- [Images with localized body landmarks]
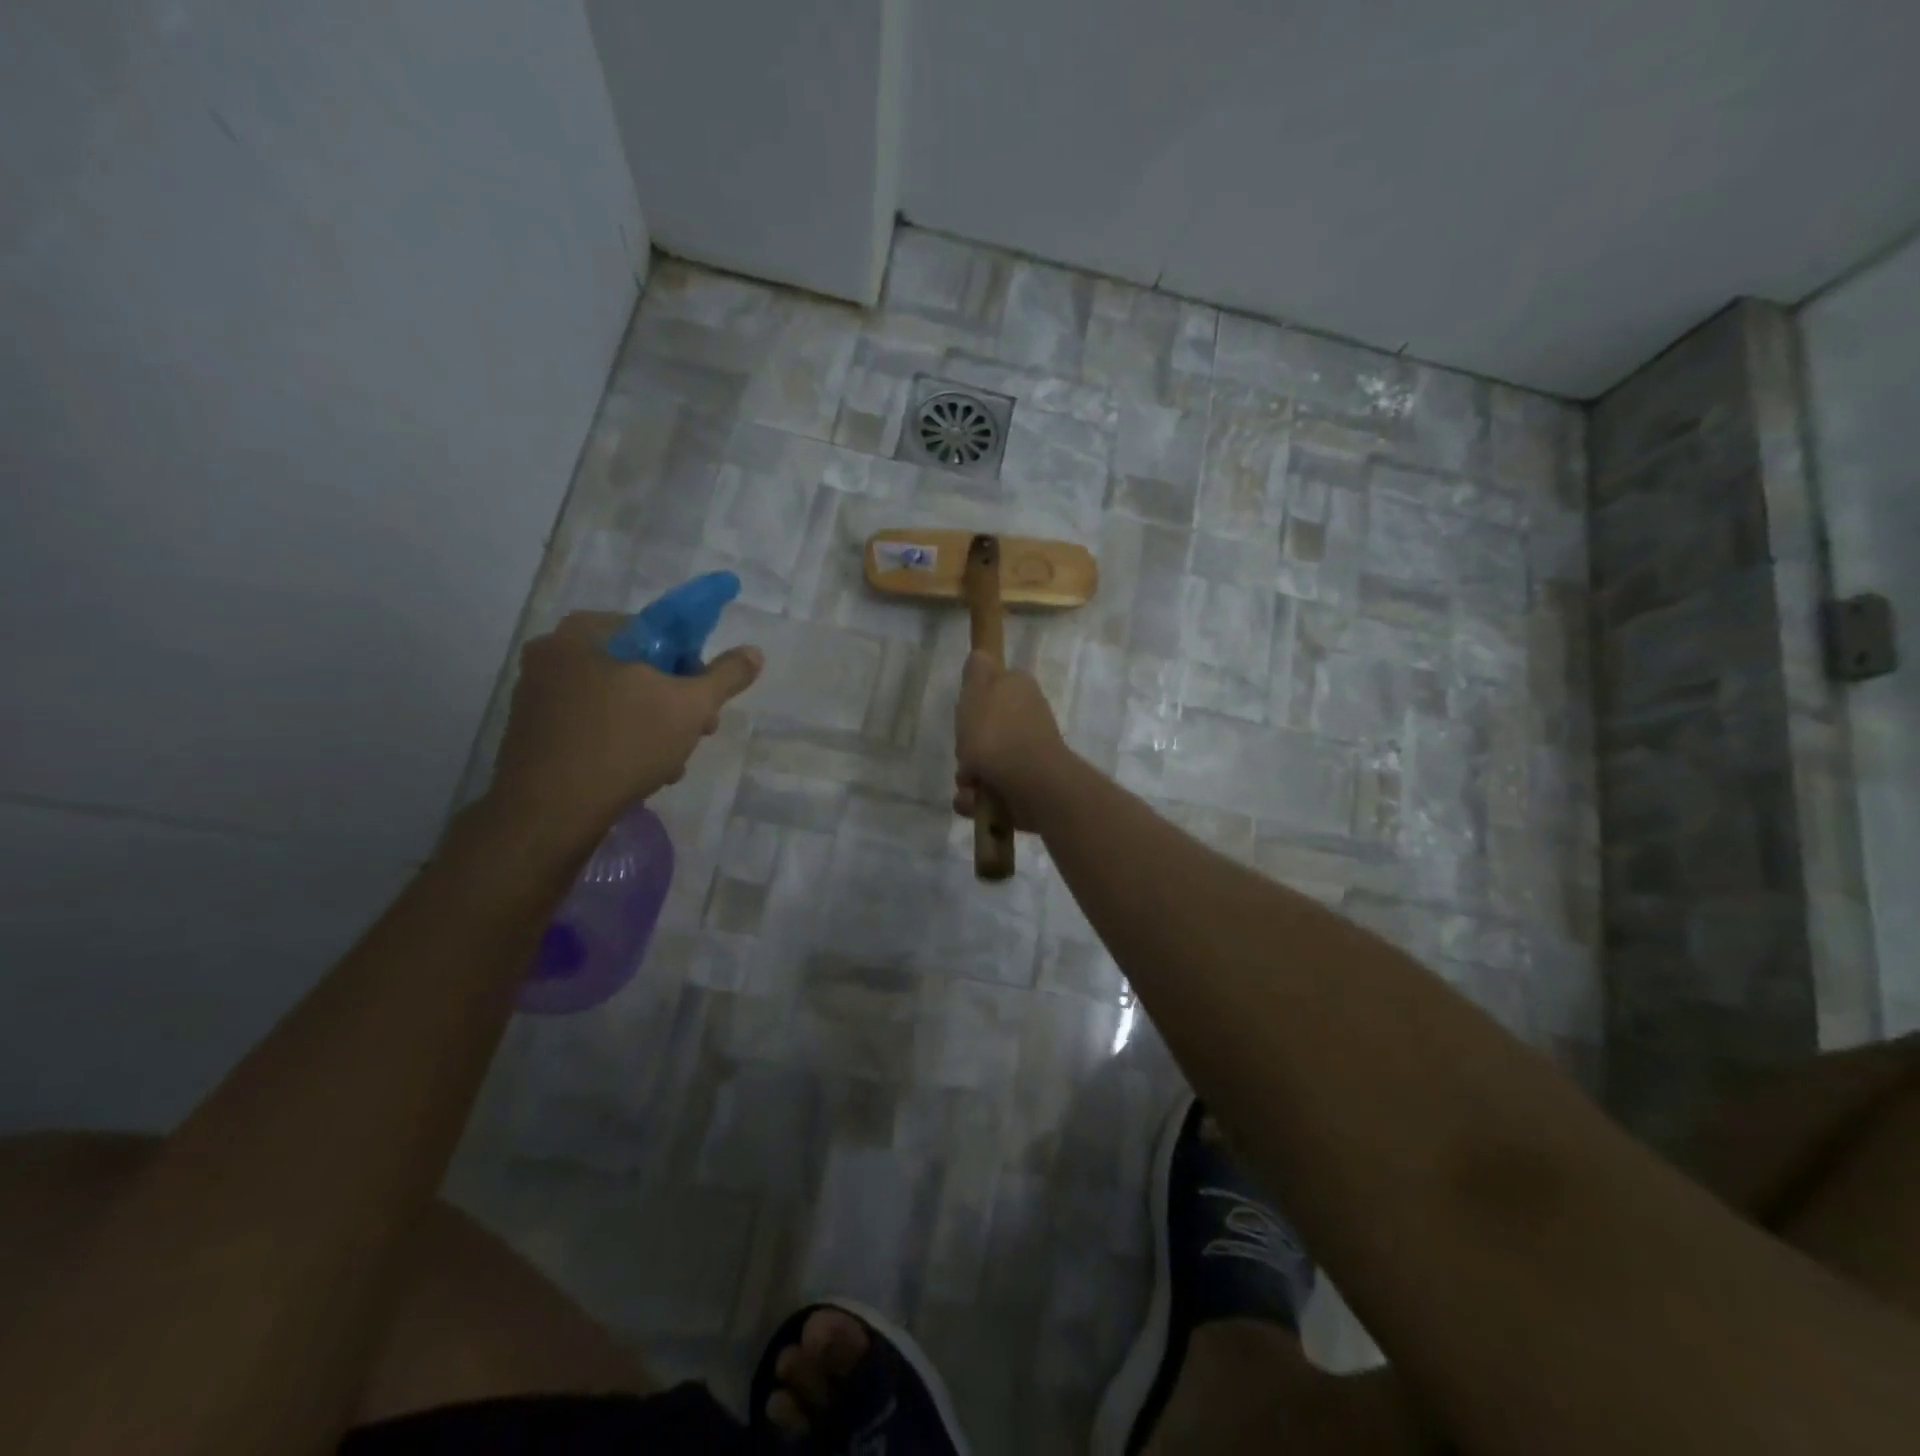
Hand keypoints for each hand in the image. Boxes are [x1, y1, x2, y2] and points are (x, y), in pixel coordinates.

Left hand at [486, 611, 761, 847]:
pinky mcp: (530, 728)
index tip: (705, 700)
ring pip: (614, 698)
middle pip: (636, 667)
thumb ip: (725, 676)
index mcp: (588, 631)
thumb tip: (754, 652)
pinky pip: (589, 721)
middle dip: (673, 701)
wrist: (551, 810)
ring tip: (670, 761)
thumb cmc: (625, 743)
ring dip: (650, 724)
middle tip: (696, 733)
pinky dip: (618, 738)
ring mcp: (536, 691)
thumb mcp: (691, 706)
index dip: (691, 665)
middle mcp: (554, 651)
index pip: (657, 631)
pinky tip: (638, 769)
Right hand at [952, 651, 1073, 828]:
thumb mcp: (977, 689)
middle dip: (969, 749)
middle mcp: (1029, 717)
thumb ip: (977, 670)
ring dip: (971, 778)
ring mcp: (1031, 753)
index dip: (973, 704)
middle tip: (965, 755)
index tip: (964, 717)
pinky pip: (995, 790)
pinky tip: (976, 803)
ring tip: (970, 787)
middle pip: (986, 731)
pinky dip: (981, 799)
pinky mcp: (1029, 785)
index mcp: (1019, 689)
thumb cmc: (996, 732)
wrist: (1029, 782)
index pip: (991, 690)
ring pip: (987, 764)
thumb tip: (981, 655)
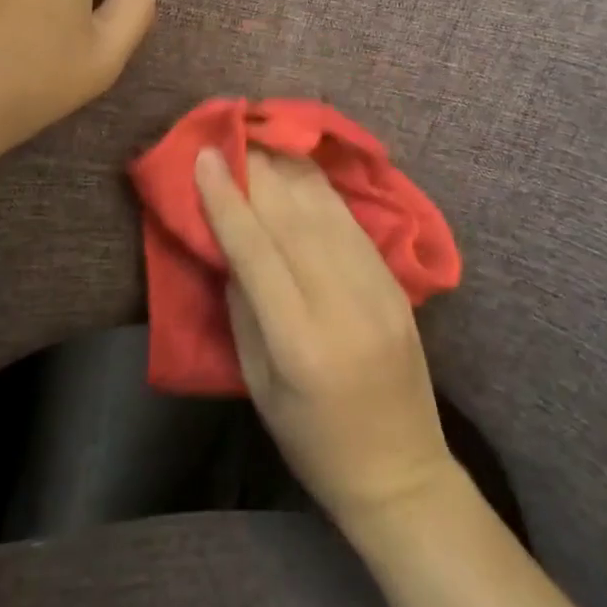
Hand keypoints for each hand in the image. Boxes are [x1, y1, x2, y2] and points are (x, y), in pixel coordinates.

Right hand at [196, 147, 456, 530]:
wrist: (402, 472)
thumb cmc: (313, 443)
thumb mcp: (260, 387)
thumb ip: (245, 310)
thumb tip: (232, 245)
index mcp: (300, 343)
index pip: (257, 252)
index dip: (228, 199)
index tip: (205, 158)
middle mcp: (343, 306)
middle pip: (294, 221)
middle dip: (258, 171)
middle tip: (231, 135)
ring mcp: (379, 292)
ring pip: (327, 214)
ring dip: (291, 170)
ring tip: (264, 139)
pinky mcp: (397, 287)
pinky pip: (354, 226)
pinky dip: (324, 192)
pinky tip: (304, 170)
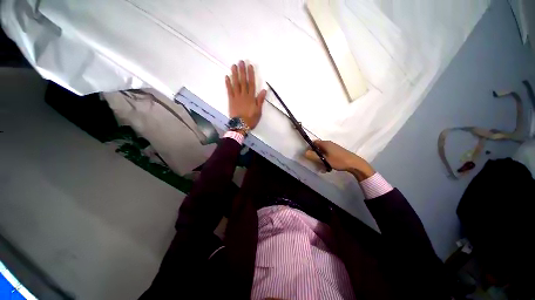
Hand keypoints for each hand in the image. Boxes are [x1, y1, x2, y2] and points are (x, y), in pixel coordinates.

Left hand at [225, 60, 266, 129]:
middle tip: (240, 62)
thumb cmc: (251, 119)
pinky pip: (229, 90)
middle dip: (242, 71)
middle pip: (243, 81)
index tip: (249, 66)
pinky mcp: (231, 100)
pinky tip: (227, 77)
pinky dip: (228, 83)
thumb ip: (260, 100)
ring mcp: (236, 97)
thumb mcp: (258, 111)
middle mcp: (244, 95)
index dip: (251, 74)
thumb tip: (264, 90)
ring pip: (236, 84)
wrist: (240, 126)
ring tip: (233, 66)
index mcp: (251, 98)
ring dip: (234, 74)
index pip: (251, 84)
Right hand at [304, 140, 375, 180]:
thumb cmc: (338, 160)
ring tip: (322, 166)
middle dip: (315, 155)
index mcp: (325, 143)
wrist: (354, 163)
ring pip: (323, 152)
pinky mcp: (337, 151)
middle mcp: (329, 143)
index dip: (309, 148)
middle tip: (316, 162)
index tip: (309, 156)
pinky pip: (328, 154)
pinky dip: (326, 159)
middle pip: (318, 148)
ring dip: (321, 158)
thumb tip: (304, 152)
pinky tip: (328, 166)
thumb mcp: (324, 159)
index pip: (313, 142)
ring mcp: (333, 147)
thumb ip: (314, 156)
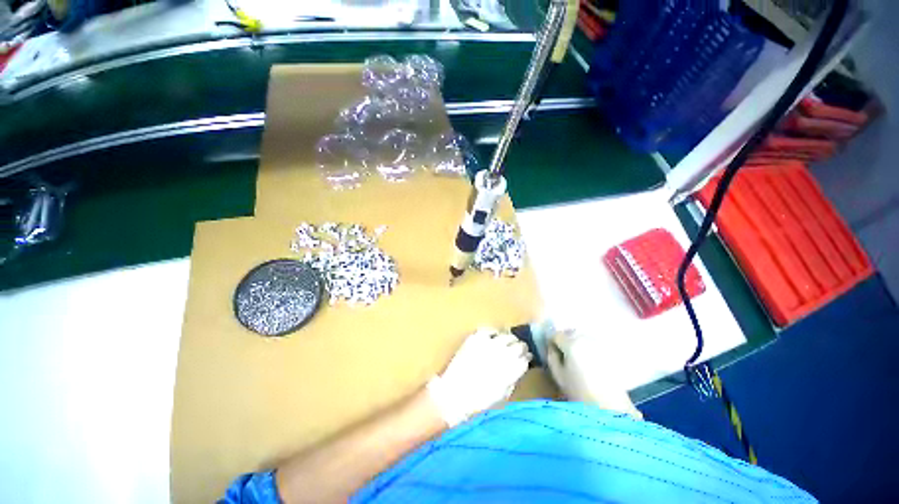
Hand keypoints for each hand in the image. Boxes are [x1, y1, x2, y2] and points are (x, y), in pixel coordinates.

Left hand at [426, 328, 530, 426]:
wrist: (453, 394)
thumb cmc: (479, 401)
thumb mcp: (503, 395)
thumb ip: (514, 379)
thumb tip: (518, 368)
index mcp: (512, 370)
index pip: (526, 358)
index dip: (527, 358)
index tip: (526, 358)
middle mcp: (503, 354)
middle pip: (519, 344)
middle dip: (520, 347)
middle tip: (518, 349)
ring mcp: (489, 343)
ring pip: (506, 335)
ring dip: (509, 339)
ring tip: (507, 342)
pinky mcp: (475, 338)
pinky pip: (489, 330)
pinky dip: (493, 332)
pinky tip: (493, 336)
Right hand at [546, 330, 642, 418]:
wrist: (610, 406)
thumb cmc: (579, 391)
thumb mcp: (558, 375)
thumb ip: (552, 357)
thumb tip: (552, 348)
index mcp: (571, 343)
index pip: (556, 334)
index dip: (551, 342)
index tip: (551, 351)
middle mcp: (585, 338)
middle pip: (570, 332)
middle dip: (564, 339)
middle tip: (562, 353)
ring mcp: (598, 344)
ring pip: (582, 336)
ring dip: (576, 342)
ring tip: (575, 356)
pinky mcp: (608, 351)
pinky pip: (593, 343)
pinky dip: (587, 347)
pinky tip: (588, 360)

- [Your assignment]
Can you restate all the records above word for word while dropping the pictures?

- [Written reply]
Hand keypoints for each hand in the image. Boxes are [x1, y1, x2, y2] and points are (x, y), in pixel coordinates.

Left hand at [486, 611, 761, 847]:
pinky mcp: (530, 728)
index tip: (705, 700)
ring pip: (614, 698)
middle pip: (636, 667)
thumb ip: (725, 676)
index mcp: (588, 631)
thumb tip: (754, 652)
pinky pip: (589, 721)
middle dip: (673, 701)
wrist: (551, 810)
ring tip: (670, 761)
thumb cmc: (625, 743)
ring dip: (650, 724)
middle tip: (696, 733)
pinky dip: (618, 738)
ring mcp: (536, 691)
thumb mcp: (691, 706)
index dip: (691, 665)
middle mcp: (554, 651)
index pip: (657, 631)
pinky tip: (638, 769)
Right hand at [952, 651, 1073, 828]:
thumb mcp: (977, 689)
middle dip: (969, 749)
middle mcp: (1029, 717)
thumb ip: (977, 670)
ring dip: (971, 778)
ring mcp: (1031, 753)
index dip: (973, 704)
middle tip: (965, 755)
index tip: (964, 717)
pinky pip: (995, 790)
pinky tip: (976, 803)
ring tip: (970, 787)
middle pip: (986, 731)
pinky dip: (981, 799)
pinky mcp: (1029, 785)
index mcp: (1019, 689)
thumb cmc: (996, 732)
wrist: (1029, 782)
index pip: (991, 690)
ring pip: (987, 764)
thumb tip: (981, 655)
Hand keypoints for each hand in the image. Boxes are [x1, y1, x2, y2] and points are (x, y), in pixel coordinates.

Right hand at [196, 147, 456, 530]:
wrist: (402, 472)
thumb cmc: (313, 443)
thumb mcp: (260, 387)
thumb ip: (245, 310)
thumb tip: (232, 245)
index mcp: (300, 343)
index pip: (257, 252)
index dip: (228, 199)
index tip: (205, 158)
middle mcp: (343, 306)
middle pip: (294, 221)
middle dip: (258, 171)
middle tip: (231, 135)
ring mcp: (379, 292)
ring pip: (327, 214)
ring dip: (291, 170)
ring tip: (264, 139)
pinky mcp: (397, 287)
pinky pip: (354, 226)
pinky dip: (324, 192)
pinky tip: (304, 170)
Hand keypoints for each hand in the image. Boxes are [x1, y1, x2, y2] and points are (x, y), in pixel coordinates.

Left hand at [225, 60, 266, 129]:
middle tip: (240, 62)
thumb cmc: (251, 119)
pinky pip: (229, 90)
middle dip: (242, 71)
middle pip: (243, 81)
index tip: (249, 66)
pinky mcp: (231, 100)
pinky tip: (227, 77)
pinky dip: (228, 83)
thumb ip: (260, 100)
ring mcp: (236, 97)
thumb mcp: (258, 111)
middle mcp: (244, 95)
index dip: (251, 74)
thumb tip: (264, 90)
ring pip: (236, 84)
wrist: (240, 126)
ring tip: (233, 66)
index mcp: (251, 98)
ring dip: (234, 74)
index pip: (251, 84)
Right hand at [304, 140, 375, 180]:
thumb cmc: (338, 160)
ring tip: (322, 166)
middle dip: (315, 155)
index mcp: (325, 143)
wrist: (354, 163)
ring pip: (323, 152)
pinky mcp: (337, 151)
middle mcp: (329, 143)
index dip: (309, 148)
middle tip: (316, 162)
index tip: (309, 156)
pinky pip: (328, 154)
pinky dip: (326, 159)
middle pip: (318, 148)
ring dip: (321, 158)
thumb tip: (304, 152)
pinky tip: (328, 166)
thumb mcp: (324, 159)
index pip: (313, 142)
ring mcp: (333, 147)
thumb ip: (314, 156)
Hand keypoints for each hand in the image. Boxes are [x1, y1, x2, y2] and points are (x, y), in pixel coordinates.

Left hand at [426, 328, 530, 426]:
wrist: (453, 394)
thumb cmc: (479, 401)
thumb mcp: (503, 395)
thumb ip: (514, 379)
thumb tip: (518, 368)
index mcp: (512, 370)
index pip: (526, 358)
index dip: (527, 358)
index tip: (526, 358)
middle mcp: (503, 354)
middle pip: (519, 344)
middle dip: (520, 347)
middle tip: (518, 349)
ring mcp: (489, 343)
ring pip: (506, 335)
ring dip: (509, 339)
ring tip: (507, 342)
pinky mcp: (475, 338)
pinky pip: (489, 330)
pinky dip: (493, 332)
pinky tip: (493, 336)
Right hand at [546, 330, 642, 418]:
wrist: (610, 406)
thumb cmc: (579, 391)
thumb mcp: (558, 375)
thumb ip: (552, 357)
thumb tip: (552, 348)
index mcp: (571, 343)
index pip: (556, 334)
index dip: (551, 342)
index tip: (551, 351)
middle mcp: (585, 338)
middle pip: (570, 332)
middle dip: (564, 339)
middle tip: (562, 353)
ring mcp: (598, 344)
ring pip: (582, 336)
ring dip: (576, 342)
ring tip: (575, 356)
pinky mcp: (608, 351)
pinky pip: (593, 343)
pinky dip: (587, 347)
pinky tip: (588, 360)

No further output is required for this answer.